Among the records below, find the lines containing "meet" and state only how many there are.

*** Begin section ***

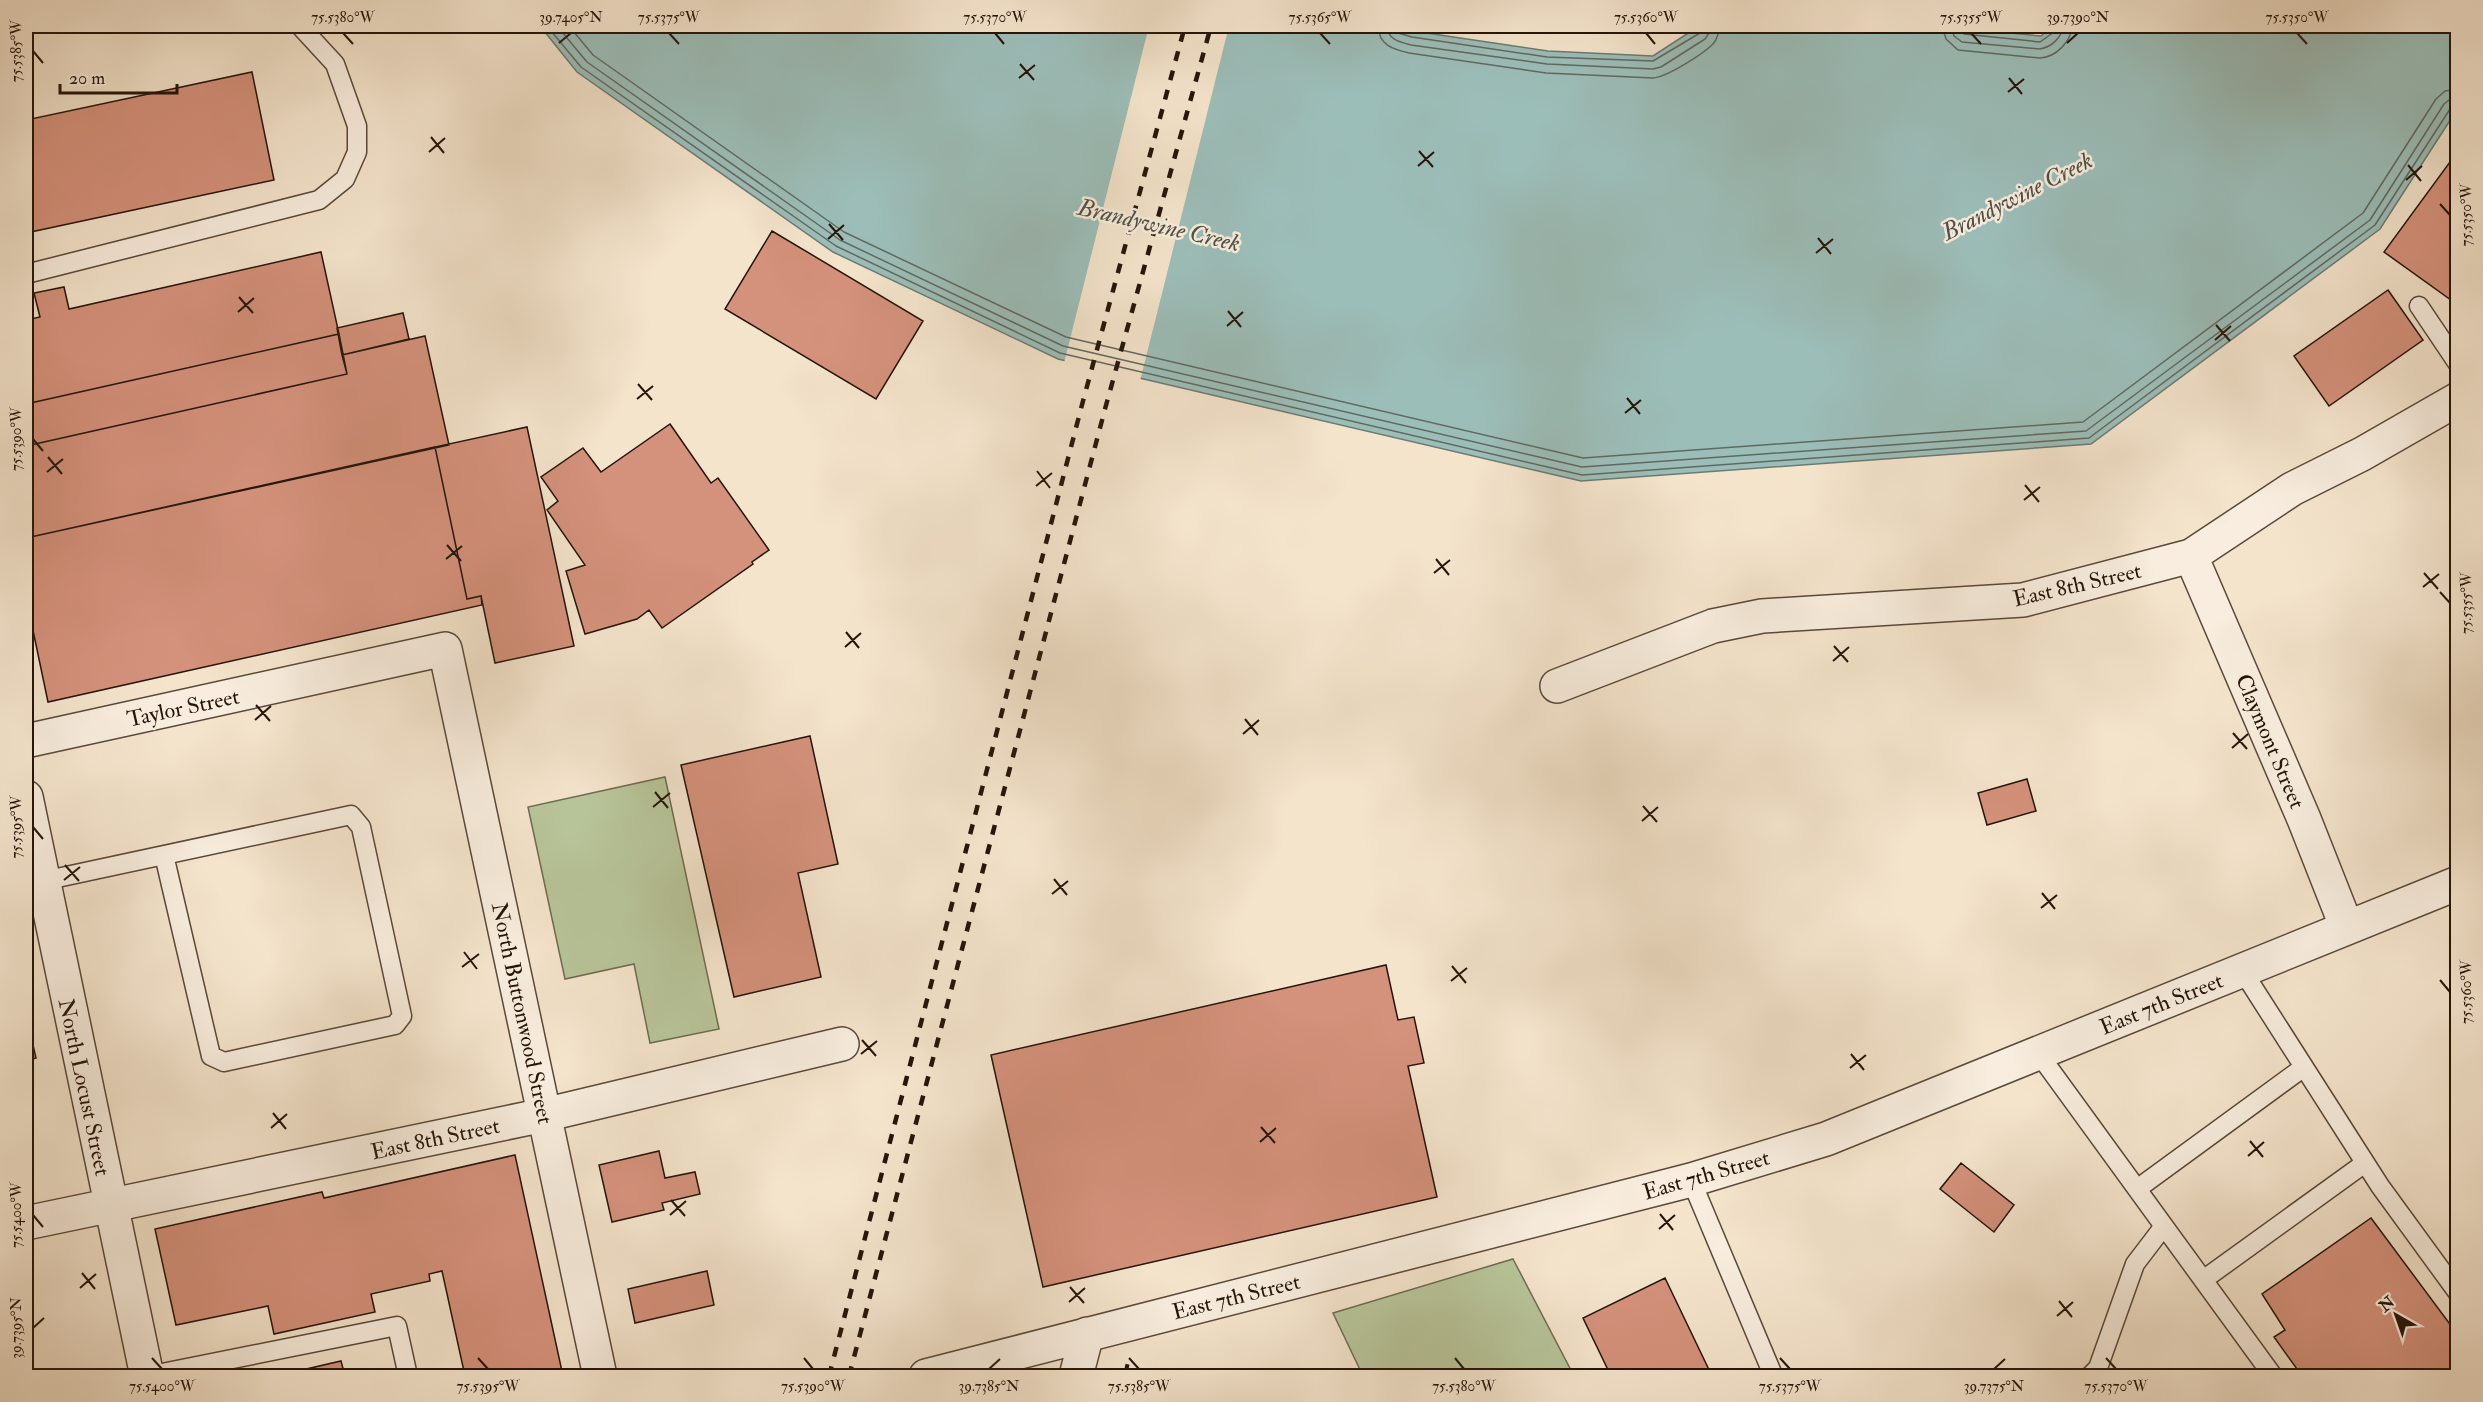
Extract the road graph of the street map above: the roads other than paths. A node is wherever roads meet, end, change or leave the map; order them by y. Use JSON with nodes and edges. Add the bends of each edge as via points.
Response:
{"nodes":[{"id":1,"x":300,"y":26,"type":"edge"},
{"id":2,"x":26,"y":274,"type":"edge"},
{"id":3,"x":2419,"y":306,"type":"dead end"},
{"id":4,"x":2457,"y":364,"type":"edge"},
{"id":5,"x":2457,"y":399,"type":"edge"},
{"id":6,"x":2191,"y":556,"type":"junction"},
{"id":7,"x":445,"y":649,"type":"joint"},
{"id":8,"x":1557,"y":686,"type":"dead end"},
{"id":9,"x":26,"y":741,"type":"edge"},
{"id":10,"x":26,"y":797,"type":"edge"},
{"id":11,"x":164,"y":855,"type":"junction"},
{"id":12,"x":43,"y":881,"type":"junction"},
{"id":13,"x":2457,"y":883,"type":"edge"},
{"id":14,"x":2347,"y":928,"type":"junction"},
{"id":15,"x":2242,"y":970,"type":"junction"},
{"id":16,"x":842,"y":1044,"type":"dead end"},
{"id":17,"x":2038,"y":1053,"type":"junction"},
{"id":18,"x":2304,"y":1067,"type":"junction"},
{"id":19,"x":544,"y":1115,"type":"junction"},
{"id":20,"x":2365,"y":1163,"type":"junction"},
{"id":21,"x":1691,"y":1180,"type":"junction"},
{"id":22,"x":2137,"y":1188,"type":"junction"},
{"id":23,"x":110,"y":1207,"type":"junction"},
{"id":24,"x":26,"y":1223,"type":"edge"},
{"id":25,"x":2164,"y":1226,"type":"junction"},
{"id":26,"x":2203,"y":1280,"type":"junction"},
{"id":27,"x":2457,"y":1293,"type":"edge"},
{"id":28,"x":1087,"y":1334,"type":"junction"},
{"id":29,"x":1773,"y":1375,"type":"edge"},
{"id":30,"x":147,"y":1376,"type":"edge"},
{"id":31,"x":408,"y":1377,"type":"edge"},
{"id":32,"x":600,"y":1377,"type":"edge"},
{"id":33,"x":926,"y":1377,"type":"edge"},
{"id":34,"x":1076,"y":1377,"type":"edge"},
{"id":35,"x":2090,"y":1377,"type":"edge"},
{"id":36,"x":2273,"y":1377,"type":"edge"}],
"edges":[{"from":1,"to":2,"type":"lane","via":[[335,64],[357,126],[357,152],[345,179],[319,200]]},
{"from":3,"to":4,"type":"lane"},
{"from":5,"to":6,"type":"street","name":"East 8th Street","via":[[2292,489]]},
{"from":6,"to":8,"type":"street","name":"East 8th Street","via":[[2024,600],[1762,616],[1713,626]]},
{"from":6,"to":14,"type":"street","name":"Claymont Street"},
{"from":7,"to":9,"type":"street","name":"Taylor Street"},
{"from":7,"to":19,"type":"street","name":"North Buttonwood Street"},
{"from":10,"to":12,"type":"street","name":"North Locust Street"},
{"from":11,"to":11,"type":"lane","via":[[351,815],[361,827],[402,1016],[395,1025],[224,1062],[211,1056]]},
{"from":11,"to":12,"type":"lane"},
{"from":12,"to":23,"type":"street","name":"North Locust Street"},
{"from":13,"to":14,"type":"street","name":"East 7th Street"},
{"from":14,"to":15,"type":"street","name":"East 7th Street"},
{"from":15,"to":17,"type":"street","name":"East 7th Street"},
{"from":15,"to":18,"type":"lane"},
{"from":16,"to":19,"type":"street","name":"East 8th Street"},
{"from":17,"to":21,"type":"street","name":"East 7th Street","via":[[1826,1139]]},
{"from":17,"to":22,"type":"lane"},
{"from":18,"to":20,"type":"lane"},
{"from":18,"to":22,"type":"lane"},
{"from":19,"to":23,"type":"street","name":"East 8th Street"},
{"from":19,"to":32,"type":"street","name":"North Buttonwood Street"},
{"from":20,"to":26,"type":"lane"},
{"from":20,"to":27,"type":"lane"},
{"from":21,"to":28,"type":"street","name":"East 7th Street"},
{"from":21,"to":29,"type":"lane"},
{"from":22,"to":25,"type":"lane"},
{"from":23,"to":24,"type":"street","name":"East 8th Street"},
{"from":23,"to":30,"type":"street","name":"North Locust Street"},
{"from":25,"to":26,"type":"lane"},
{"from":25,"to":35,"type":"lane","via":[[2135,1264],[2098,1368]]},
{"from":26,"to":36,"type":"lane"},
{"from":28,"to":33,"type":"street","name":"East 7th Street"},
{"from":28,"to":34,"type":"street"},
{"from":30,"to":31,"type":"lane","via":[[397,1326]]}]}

*** End section ***
*** Begin section ***

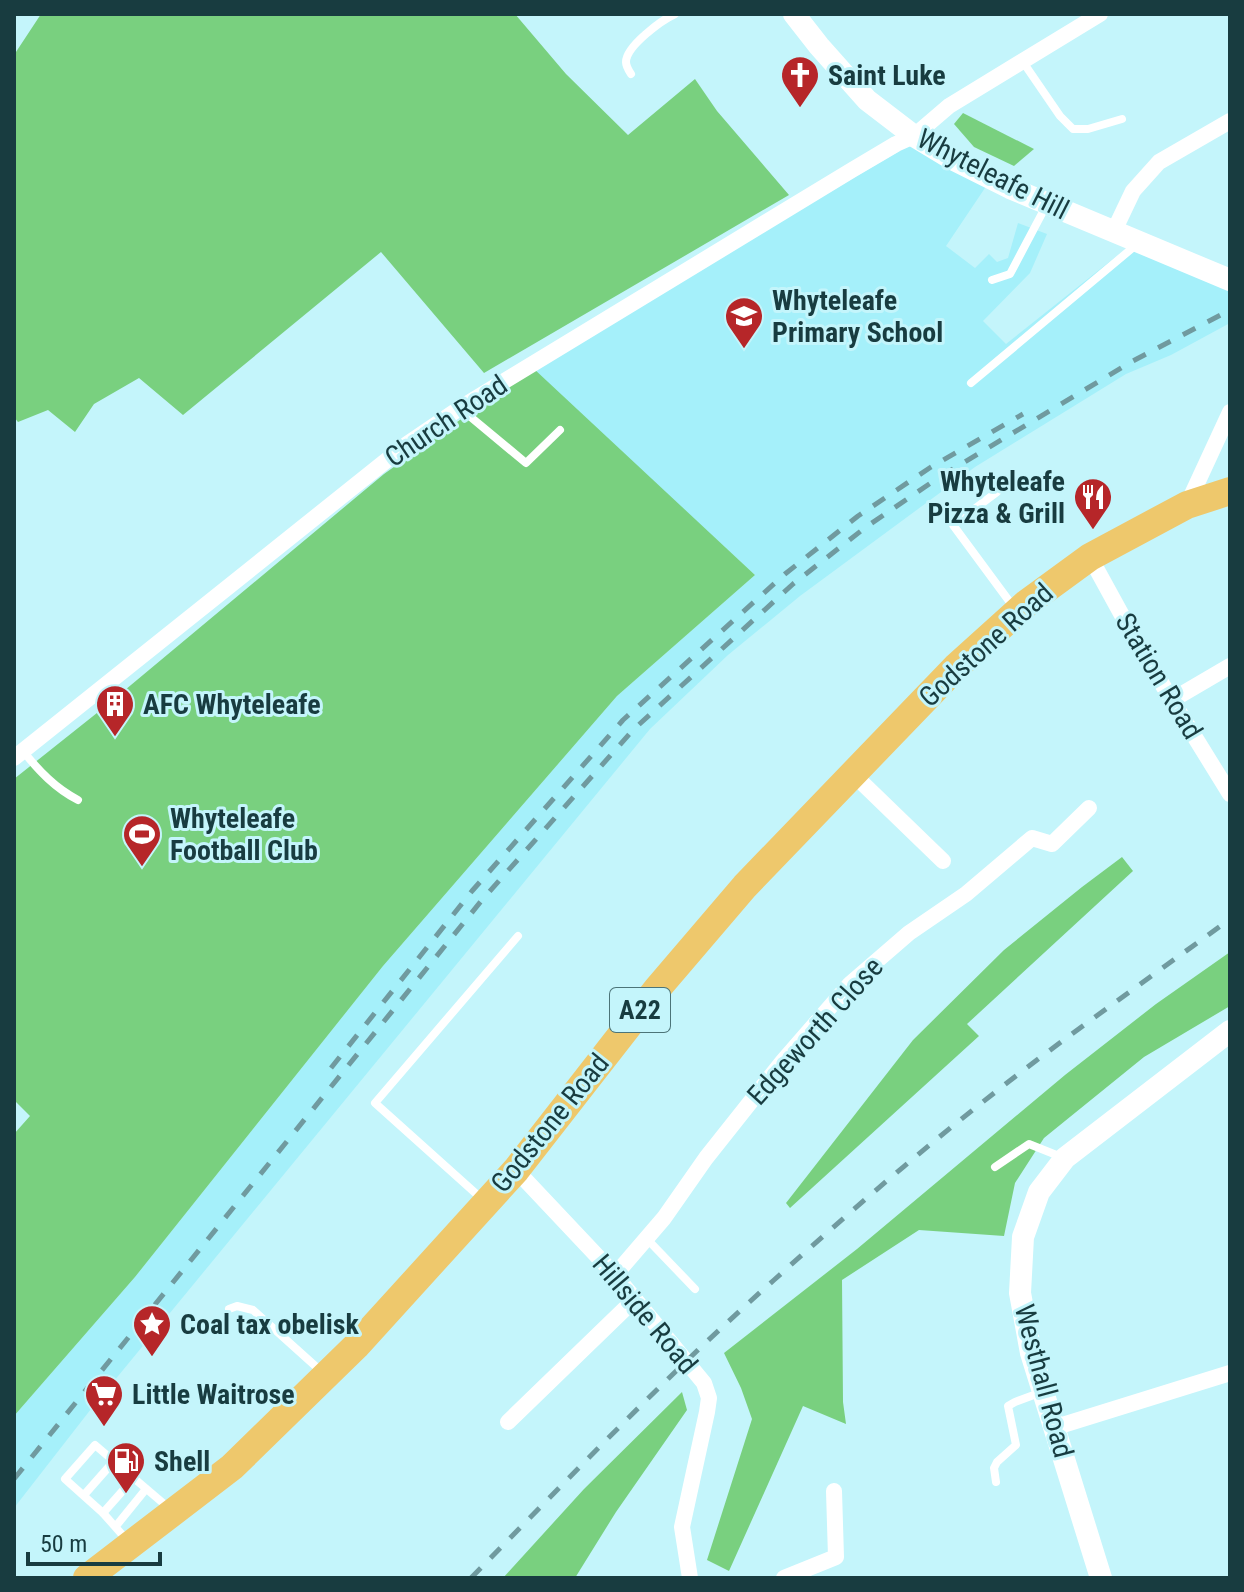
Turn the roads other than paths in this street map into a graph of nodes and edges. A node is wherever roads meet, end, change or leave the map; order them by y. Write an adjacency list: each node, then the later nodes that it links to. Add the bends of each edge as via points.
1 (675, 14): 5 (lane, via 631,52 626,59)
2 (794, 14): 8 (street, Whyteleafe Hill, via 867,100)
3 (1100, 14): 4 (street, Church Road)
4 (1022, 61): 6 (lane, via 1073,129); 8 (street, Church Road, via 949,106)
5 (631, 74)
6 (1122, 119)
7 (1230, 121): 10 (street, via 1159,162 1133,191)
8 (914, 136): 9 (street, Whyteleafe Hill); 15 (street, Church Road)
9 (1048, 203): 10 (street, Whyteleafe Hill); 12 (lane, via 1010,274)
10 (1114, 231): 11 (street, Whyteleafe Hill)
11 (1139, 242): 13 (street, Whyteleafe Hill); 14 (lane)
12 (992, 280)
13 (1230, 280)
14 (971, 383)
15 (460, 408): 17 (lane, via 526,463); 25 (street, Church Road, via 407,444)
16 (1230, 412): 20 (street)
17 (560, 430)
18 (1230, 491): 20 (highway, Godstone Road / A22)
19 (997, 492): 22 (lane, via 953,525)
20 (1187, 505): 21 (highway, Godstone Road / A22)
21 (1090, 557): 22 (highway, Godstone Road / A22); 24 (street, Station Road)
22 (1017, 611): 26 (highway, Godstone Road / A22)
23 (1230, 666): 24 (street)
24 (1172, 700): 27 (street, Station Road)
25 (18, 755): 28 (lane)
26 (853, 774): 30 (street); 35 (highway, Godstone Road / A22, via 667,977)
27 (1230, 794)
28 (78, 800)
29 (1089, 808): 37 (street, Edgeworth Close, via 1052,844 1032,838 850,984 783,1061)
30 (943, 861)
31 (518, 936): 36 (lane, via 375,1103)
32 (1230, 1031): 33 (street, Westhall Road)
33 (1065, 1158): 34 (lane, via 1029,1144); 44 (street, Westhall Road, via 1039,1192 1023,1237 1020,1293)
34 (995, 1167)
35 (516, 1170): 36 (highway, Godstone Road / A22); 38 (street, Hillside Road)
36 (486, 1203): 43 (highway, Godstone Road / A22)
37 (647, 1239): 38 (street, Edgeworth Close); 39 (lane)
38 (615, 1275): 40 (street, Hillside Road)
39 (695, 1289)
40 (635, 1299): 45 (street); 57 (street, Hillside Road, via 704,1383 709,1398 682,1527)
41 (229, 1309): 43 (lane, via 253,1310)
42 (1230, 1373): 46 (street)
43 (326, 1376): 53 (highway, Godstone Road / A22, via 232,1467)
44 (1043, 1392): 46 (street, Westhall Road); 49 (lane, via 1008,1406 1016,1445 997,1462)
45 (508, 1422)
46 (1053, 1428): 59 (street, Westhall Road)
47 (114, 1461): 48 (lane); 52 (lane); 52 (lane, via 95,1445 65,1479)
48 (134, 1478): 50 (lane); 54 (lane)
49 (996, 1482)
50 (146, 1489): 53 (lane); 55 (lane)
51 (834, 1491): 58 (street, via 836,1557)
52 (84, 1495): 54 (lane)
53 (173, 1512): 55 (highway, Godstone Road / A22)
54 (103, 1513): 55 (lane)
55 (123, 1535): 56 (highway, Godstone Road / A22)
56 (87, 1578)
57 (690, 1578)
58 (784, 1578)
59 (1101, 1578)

*** End section ***

- Result -
2